Porque é que a sua organização precisa de simulacros de integridade de dados

Os simulacros de integridade dos dados permitem às organizações confirmar que possuem as competências, processos e tecnologias necessárias para prevenir ou recuperar das ameaças ou ataques atuais e para adquirir a “memória muscular” de que necessitam para responder de forma eficiente e eficaz quando ocorre um desastre de dados.

Por José Delgado, Sales Engineer da Commvault

O mundo das TI mudou muito na última década. Temos assistido à evolução dos serviços digitais, que passaram de ser um aspeto importante das operações de uma organização para serem centrais no seu sucesso empresarial. A escalabilidade e a flexibilidade da cloud tornaram estes serviços digitais possíveis. Mas, assistimos, também, a um aumento maciço do número de ataques de ransomware e outros tipos de ciberataques que exploram o valor crescente dos dados nesta economia digital.

Estas mudanças tornaram mais complexo e mais importante do que nunca que os departamentos de TI tornem os seus ambientes de dados resilientes. 

No passado, era possível garantir a resiliência destes ambientes se os processos e tecnologias existentes fossem suficientes para restaurar a infraestrutura local da empresa após um ciberataque. Hoje em dia, porém, o departamento de TI deve assegurar que os seus ambientes de dados na cloud híbrida, que incluem dezenas de aplicações SaaS e múltiplos serviços na cloud, bem como a infraestrutura no local e os postos de trabalho dos colaboradores, estão protegidos contra estas ameaças, bem como contra um número crescente de ataques cada vez mais sofisticados.

Praticar para jogar

As tecnologias de que as organizações necessitam para assegurar a resiliência das suas TI estão disponíveis. No entanto, apesar das interfaces intuitivas e das características de automatização, a utilização destas tecnologias pode ser complicada e requer prática. As equipas de TI que não tenham praticado a resposta a catástrofes simuladas estão suscetíveis a descobrir que, quando ocorre um desastre no mundo real, levará mais tempo do que o esperado para restaurar o seu ambiente de dados, assumindo que o podem fazer.
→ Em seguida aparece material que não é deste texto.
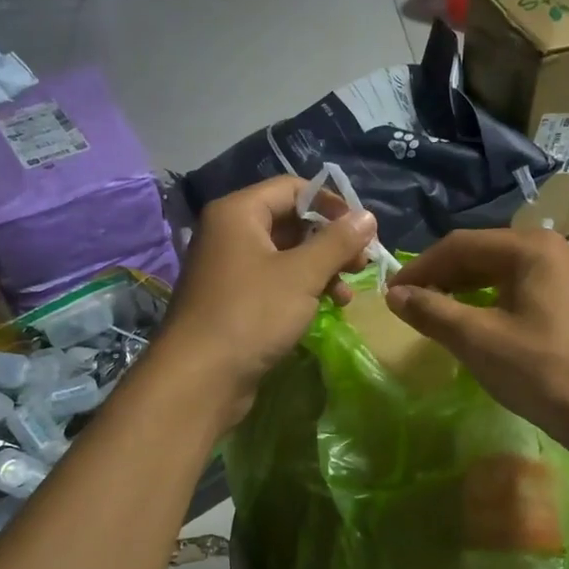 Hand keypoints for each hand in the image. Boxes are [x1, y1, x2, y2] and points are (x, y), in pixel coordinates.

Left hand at [158, 177, 376, 429]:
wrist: (200, 379)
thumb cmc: (251, 315)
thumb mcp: (302, 275)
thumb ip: (337, 242)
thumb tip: (368, 217)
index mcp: (238, 213)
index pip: (292, 188)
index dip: (331, 205)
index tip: (362, 231)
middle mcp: (229, 233)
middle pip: (289, 221)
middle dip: (329, 241)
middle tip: (361, 264)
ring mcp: (229, 268)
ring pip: (285, 255)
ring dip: (320, 268)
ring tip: (346, 294)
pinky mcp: (233, 300)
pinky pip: (274, 281)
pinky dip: (302, 289)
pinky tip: (326, 307)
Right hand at [385, 228, 568, 446]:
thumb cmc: (542, 371)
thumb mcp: (478, 339)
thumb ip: (432, 311)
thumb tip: (394, 295)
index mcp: (530, 247)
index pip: (460, 245)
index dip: (420, 268)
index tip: (389, 294)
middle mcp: (548, 251)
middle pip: (479, 254)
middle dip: (439, 278)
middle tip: (406, 306)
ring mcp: (561, 277)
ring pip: (496, 274)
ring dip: (459, 291)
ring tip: (429, 315)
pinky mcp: (565, 303)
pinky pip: (513, 291)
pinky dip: (484, 303)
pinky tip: (467, 325) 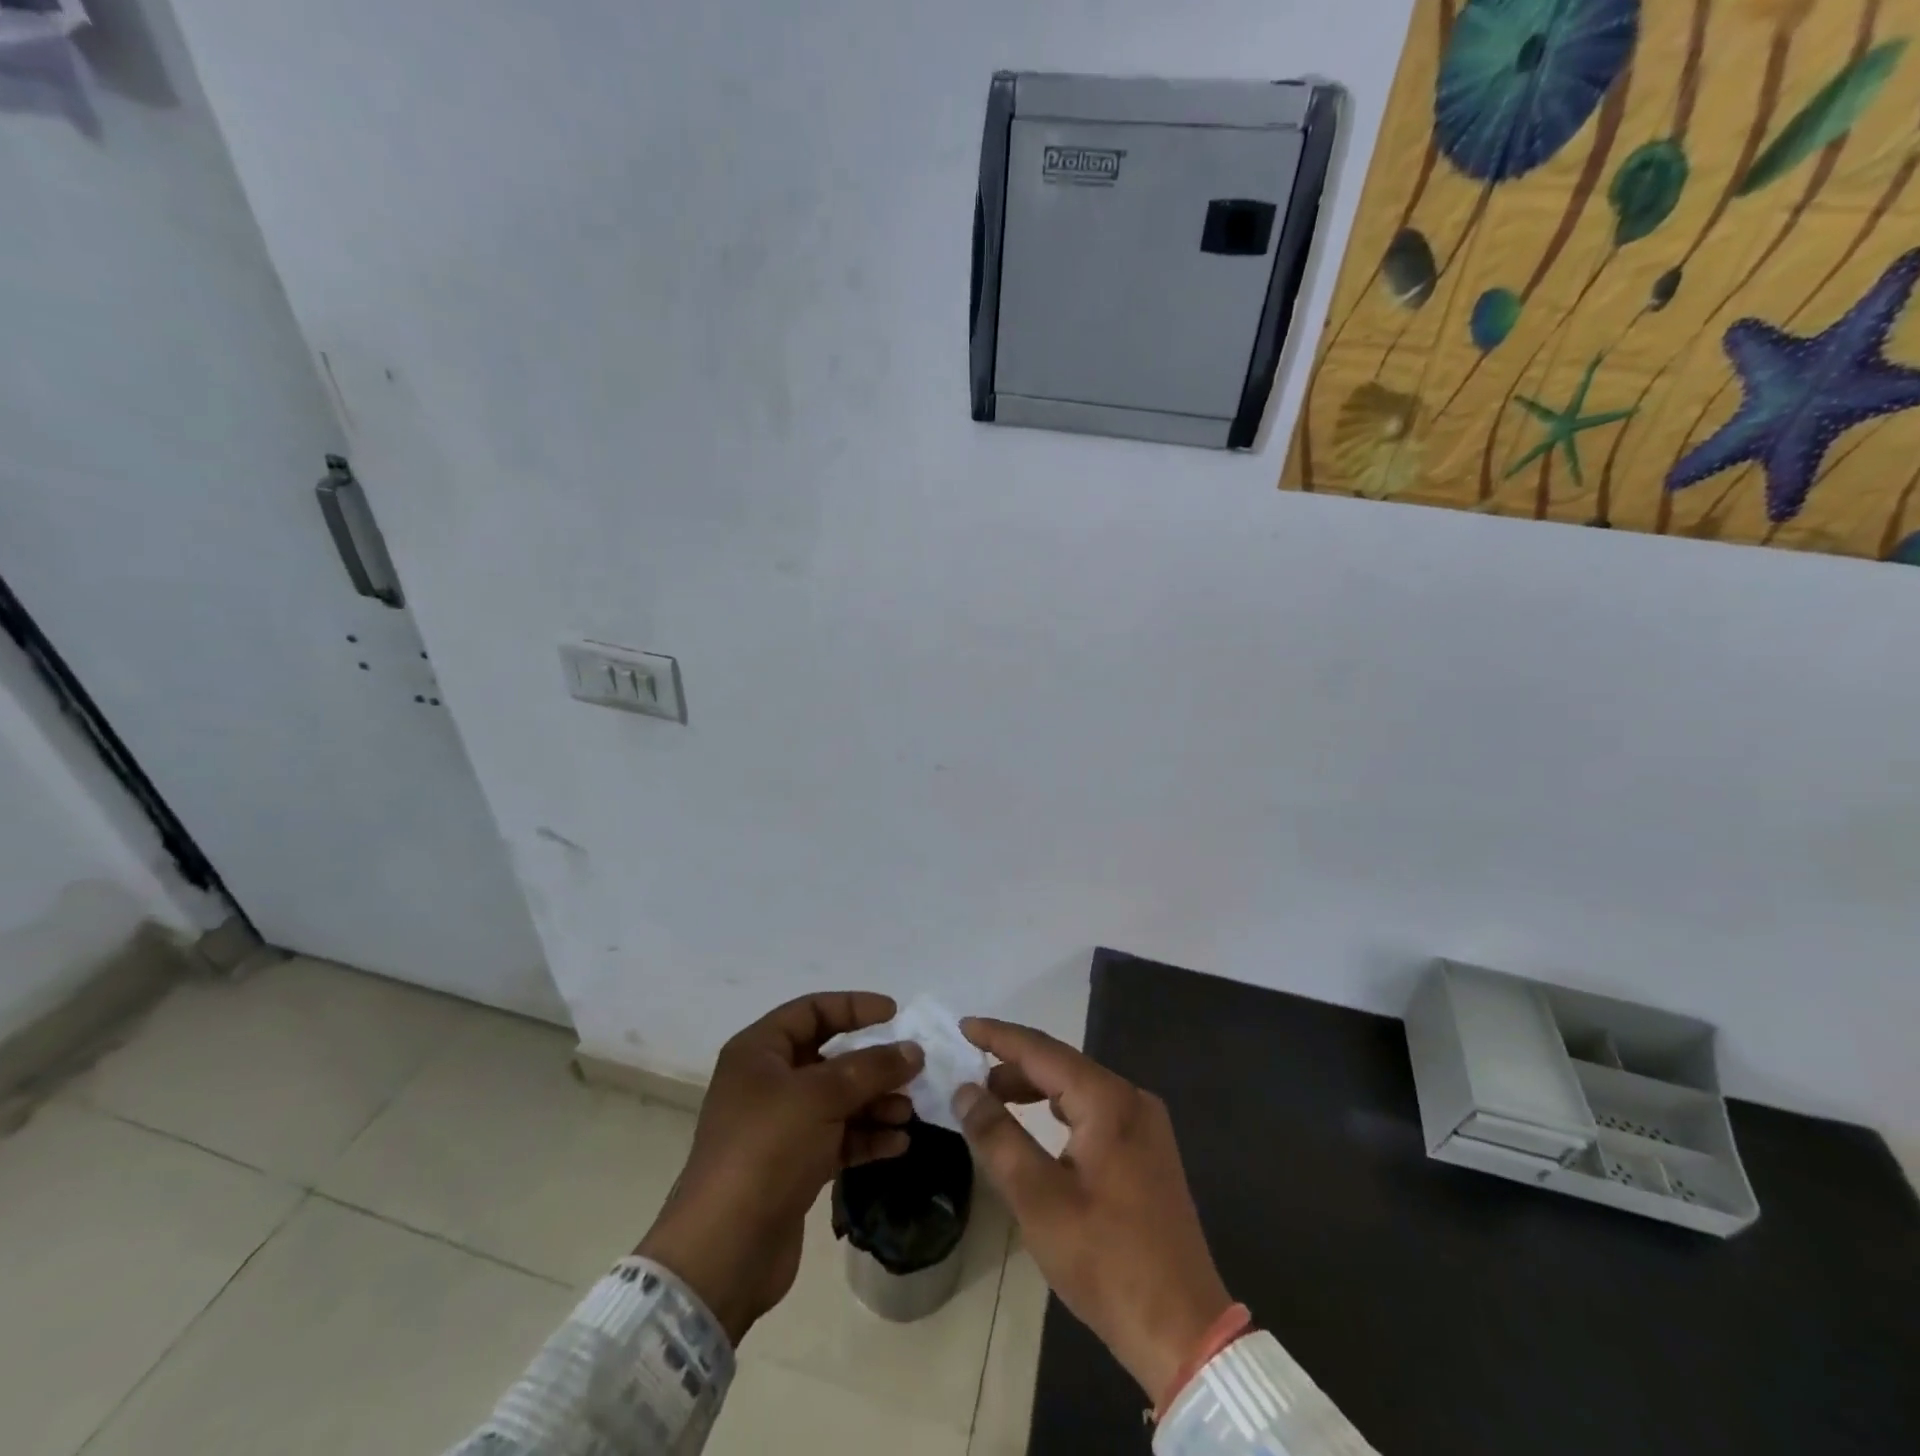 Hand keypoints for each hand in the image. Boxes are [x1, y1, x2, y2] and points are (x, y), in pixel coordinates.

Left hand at [636, 992, 922, 1344]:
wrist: (725, 1251)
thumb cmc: (767, 1149)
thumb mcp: (821, 1096)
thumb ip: (871, 1068)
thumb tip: (914, 1050)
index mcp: (759, 1051)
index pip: (812, 1011)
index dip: (854, 1006)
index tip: (895, 1014)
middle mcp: (767, 1082)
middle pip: (829, 1057)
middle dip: (872, 1064)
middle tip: (912, 1071)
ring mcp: (779, 1127)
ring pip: (837, 1100)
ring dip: (875, 1103)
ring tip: (908, 1113)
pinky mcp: (792, 1166)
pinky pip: (837, 1138)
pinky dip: (866, 1138)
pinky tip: (897, 1144)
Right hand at [953, 1018, 1231, 1404]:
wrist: (1183, 1329)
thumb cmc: (1106, 1260)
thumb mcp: (1039, 1200)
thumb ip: (998, 1137)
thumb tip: (965, 1092)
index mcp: (1109, 1101)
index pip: (1042, 1051)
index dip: (999, 1037)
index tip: (963, 1026)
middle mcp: (1132, 1100)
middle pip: (1062, 1065)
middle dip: (1013, 1064)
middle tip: (970, 1071)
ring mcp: (1146, 1125)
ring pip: (1079, 1088)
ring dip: (1035, 1088)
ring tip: (994, 1099)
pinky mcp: (1148, 1151)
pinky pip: (1095, 1111)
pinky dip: (1060, 1110)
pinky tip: (1040, 1125) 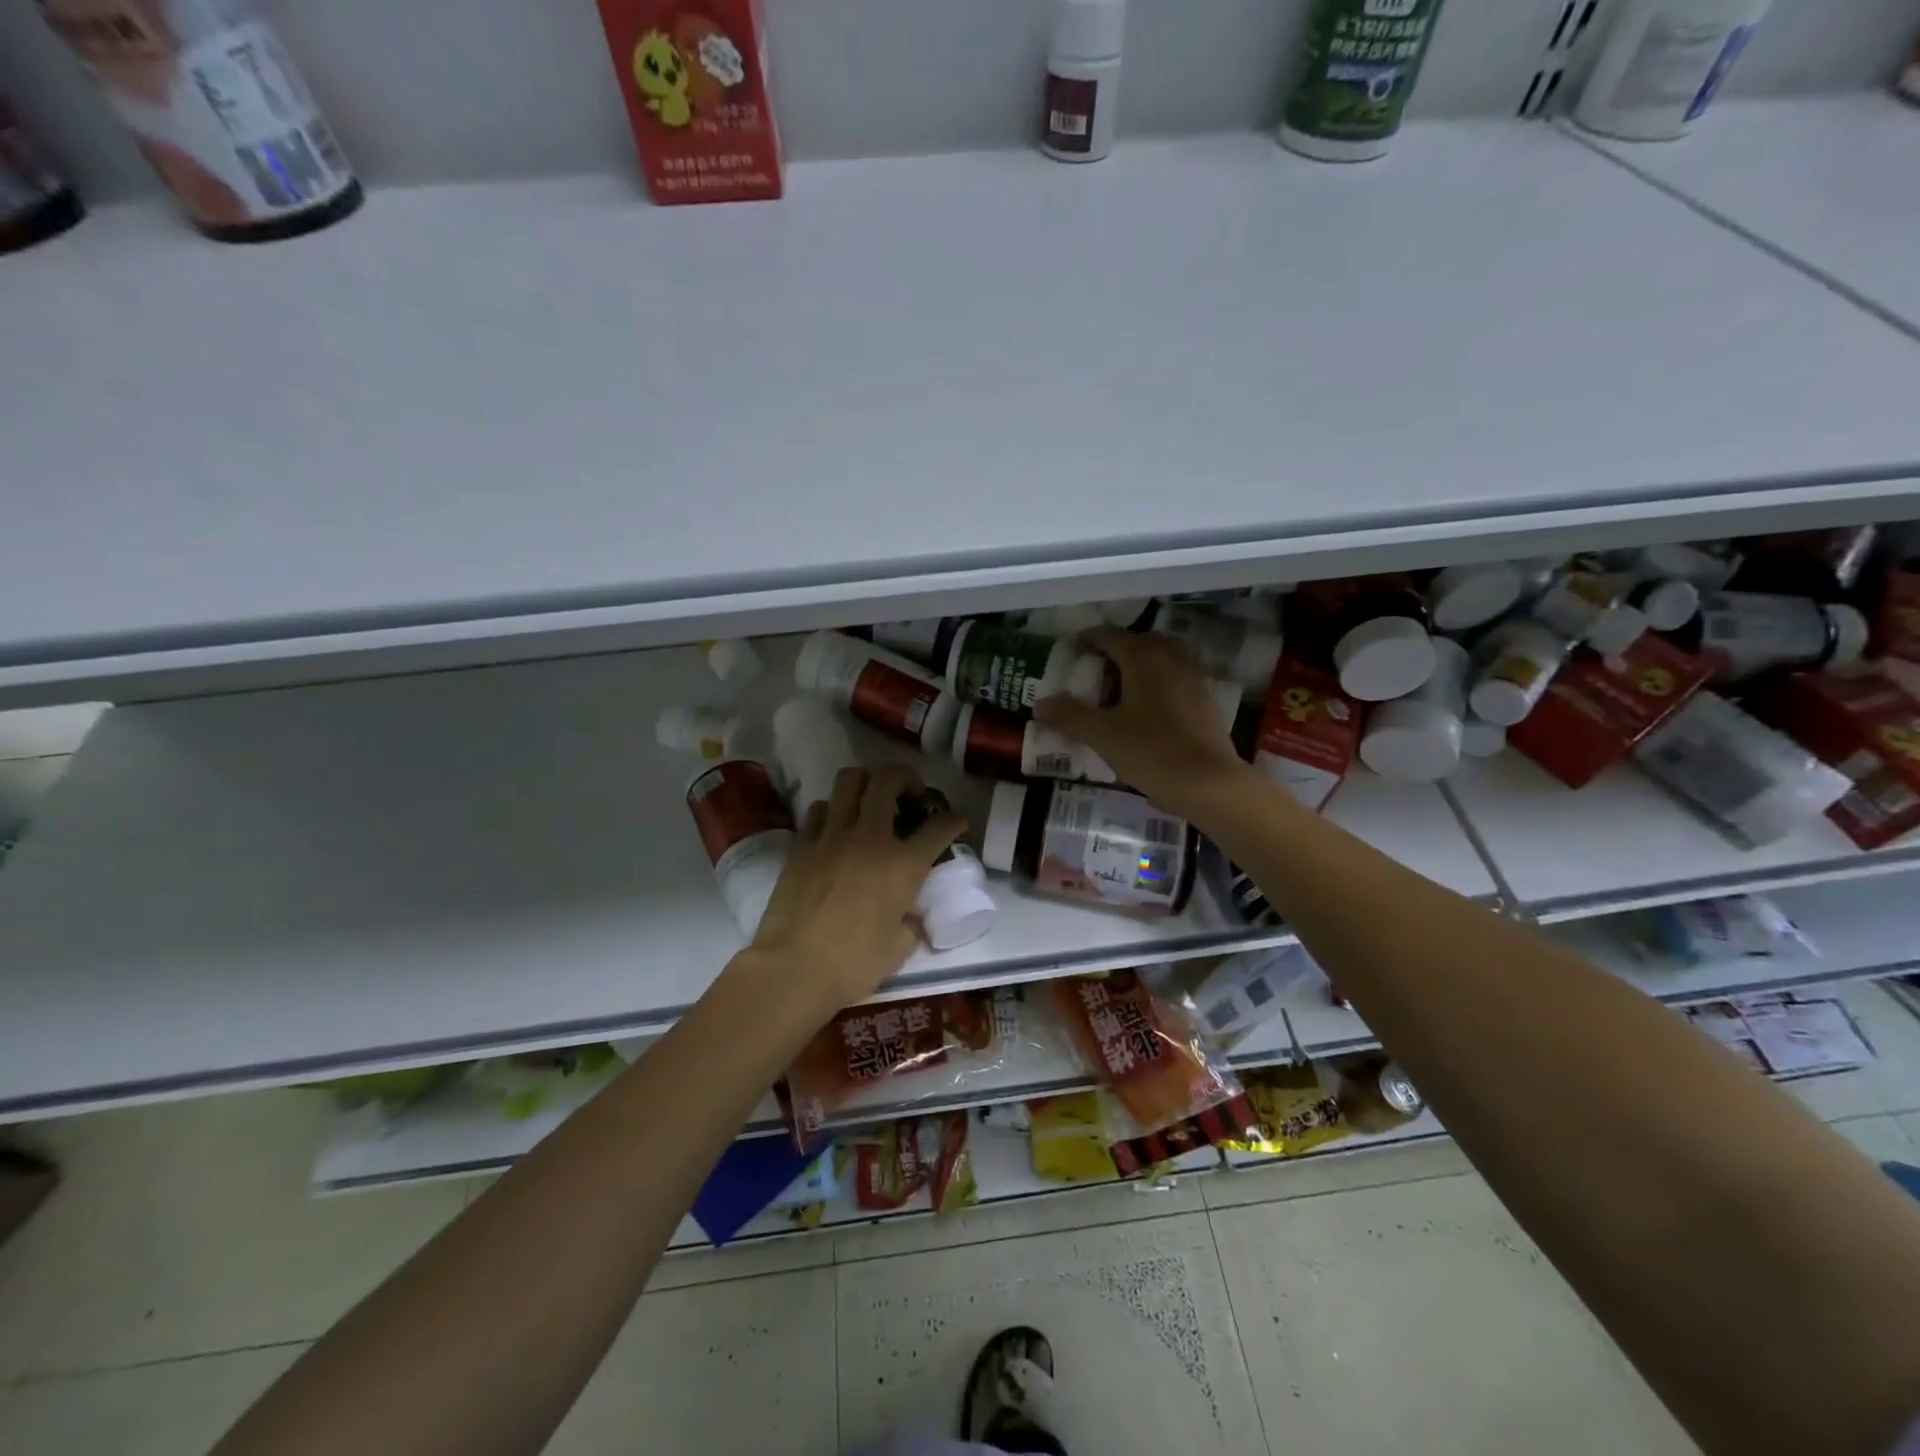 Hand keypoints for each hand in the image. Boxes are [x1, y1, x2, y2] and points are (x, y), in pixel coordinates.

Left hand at [745, 763, 964, 1012]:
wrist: (793, 968)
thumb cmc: (854, 964)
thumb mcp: (899, 948)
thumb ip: (910, 924)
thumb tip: (909, 918)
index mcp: (903, 865)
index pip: (939, 827)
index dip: (954, 821)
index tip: (957, 823)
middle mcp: (870, 838)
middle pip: (888, 779)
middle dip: (905, 778)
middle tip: (909, 795)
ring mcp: (831, 836)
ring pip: (848, 781)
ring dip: (865, 785)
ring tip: (870, 804)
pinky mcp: (801, 846)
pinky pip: (819, 810)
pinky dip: (832, 811)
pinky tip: (835, 829)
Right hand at [1035, 626, 1253, 819]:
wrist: (1209, 783)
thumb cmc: (1151, 751)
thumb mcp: (1102, 735)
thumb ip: (1070, 716)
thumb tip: (1040, 705)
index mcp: (1144, 658)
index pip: (1110, 635)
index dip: (1087, 640)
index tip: (1071, 651)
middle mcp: (1172, 659)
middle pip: (1139, 643)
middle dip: (1115, 652)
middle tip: (1093, 671)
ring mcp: (1194, 679)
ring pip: (1161, 660)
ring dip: (1139, 667)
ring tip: (1118, 691)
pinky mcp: (1206, 702)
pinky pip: (1176, 681)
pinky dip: (1158, 686)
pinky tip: (1146, 711)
Atualmente, são muitas as organizações que testam os seus sistemas como se todas as suas aplicações estivessem localizadas em ambientes locais ou como se uma catástrofe natural fosse a maior ameaça possível aos seus dados. Isto, hoje em dia, não é suficiente. É por isso que é necessário implementar regularmente ” simulacros de integridade de dados”.

Os simulacros de integridade dos dados permitem às organizações confirmar que possuem as competências, processos e tecnologias necessárias para prevenir ou recuperar das ameaças ou ataques atuais e para adquirir a “memória muscular” de que necessitam para responder de forma eficiente e eficaz quando ocorre um desastre de dados.

Quando ocorre um desastre de dados, os membros da equipa de TI não são os únicos chamados a lidar com ele. Por exemplo, se o desastre for um ciberataque, o departamento jurídico terá de informar rapidamente os clientes se os seus dados tiverem sido expostos. O departamento de recursos humanos terá de comunicar aos funcionários as implicações da catástrofe. Os profissionais de segurança e proteção de dados da equipa de TI necessitarão do apoio dos responsáveis pelas aplicações SaaS, serviços de cloud, infraestruturas locais e outros aspetos do ambiente afetado pela catástrofe. Como tal, é necessário envolver um gestor de cada departamento na equipa de integridade de dados.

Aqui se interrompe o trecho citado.